Data class manages the preprocess of the data before the causal analysis.

Source code in causalflow/preprocessing/data.py

class Data():
    """Data class manages the preprocess of the data before the causal analysis."""

    def __init__(self, data, vars = None, fill_nan = True, stand = False, subsampling : SubsamplingMethod = None, show_subsampling = False):
        """
        Class constructor.

        Args:
            data (str/DataFrame/np.array): it can be a string specifing the path of a csv file to load/pandas.DataFrame/numpy.array.
            vars (list(str), optional): List containing variable names. If unset then, 
                if data = (str/DataFrame) vars = data columns name elif data = np.array vars = [X_0 .. X_N]
                Defaults to None.
            fill_nan (bool, optional): Fill NaNs bit. Defaults to True.
            stand (bool, optional): Standardization bit. Defaults to False.
            subsampling (SubsamplingMethod, optional): Subsampling method. If None not active. Defaults to None.
            show_subsampling (bool, optional): If True shows subsampling result. Defaults to False.

        Raises:
            TypeError: if data is not str - DataFrame - ndarray.
        """
        # Data handling
        if type(data) == np.ndarray:
            self.d = pd.DataFrame(data)
            if vars is None: self.d.columns = list(['X_' + str(f) for f in range(len(self.d.columns))])
        elif type(data) == pd.DataFrame:
            self.d = data
        elif type(data) == str:
            self.d = pd.read_csv(data)
        else:
            raise TypeError("data field not in the correct type\ndata must be one of the following type:\n- numpy.ndarray\n- pandas.DataFrame\n- .csv path")


        # Columns name handling
        if vars is not None:
            self.d.columns = list(vars)


        self.orig_features = self.features
        self.orig_pretty_features = self.pretty_features
        self.orig_N = self.N
        self.orig_T = len(self.d)

        # Filling NaNs
        if fill_nan:
            if self.d.isnull().values.any():
                self.d.fillna(inplace=True, method="ffill")
                self.d.fillna(inplace=True, method="bfill")

        # Subsampling data
        if subsampling is not None:
            subsampler = Subsampler(self.d, ss_method = subsampling)
            self.d = pd.DataFrame(subsampler.subsample(), columns = self.features)
            if show_subsampling: subsampler.plot_subsampled_data()

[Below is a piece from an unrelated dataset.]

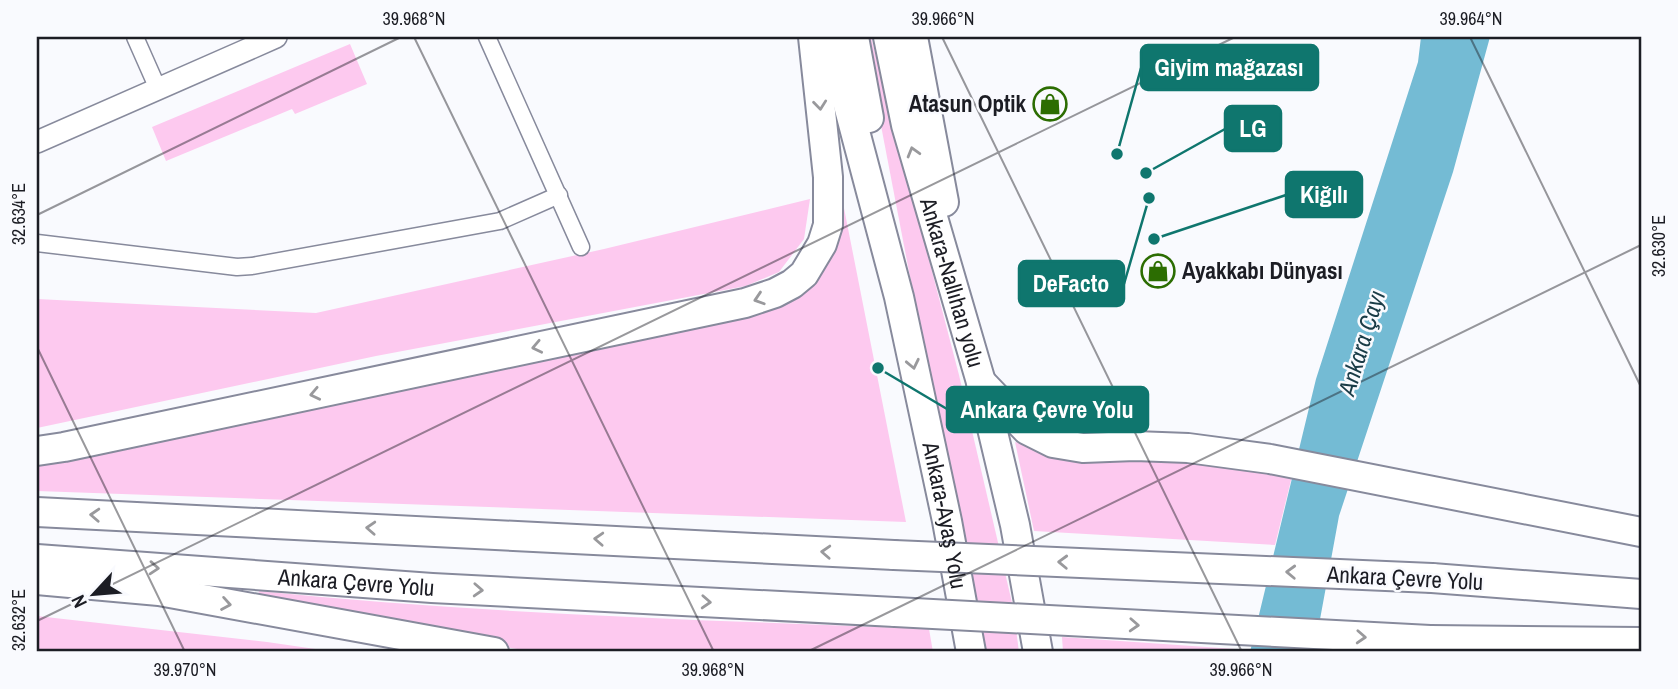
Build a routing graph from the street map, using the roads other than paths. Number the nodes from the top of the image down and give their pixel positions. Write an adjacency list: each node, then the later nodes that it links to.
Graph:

        # Standardize data
        if stand:
            scaler = StandardScaler()
            scaler = scaler.fit(self.d)
            self.d = pd.DataFrame(scaler.transform(self.d), columns = self.features)

    @property  
    def features(self):
        """
        Return list of features.

        Returns:
            list(str): list of feature names.
        """
        return list(self.d.columns)

    @property
    def pretty_features(self):
        """
        Return list of features with LATEX symbols.

        Returns:
            list(str): list of feature names.
        """
        return [r'$' + str(v) + '$' for v in self.d.columns]

    @property
    def N(self):
        """
        Number of features.

        Returns:
            (int): number of features.
        """
        return len(self.d.columns)

    @property
    def T(self):
        """
        Dataframe length.

        Returns:
            (int): dataframe length.
        """
        return len(self.d)


    def shrink(self, selected_features):
        """
        Shrink dataframe d on the selected features.

        Args:
            selected_features (list(str)): list of variables.
        """
        self.d = self.d[selected_features]


    def plot_timeseries(self, savefig = None):
        """
        Plot timeseries data.

        Args:
            savefig (str): figure path.
        """
        # Create grid
        gs = gridspec.GridSpec(self.N, 1)

        # Time vector
        T = list(range(self.T))

        plt.figure()
        for i in range(0, self.d.shape[1]):
            ax = plt.subplot(gs[i, 0])
            plt.plot(T, self.d.values[:, i], color = 'tab:red')
            plt.ylabel(str(self.pretty_features[i]))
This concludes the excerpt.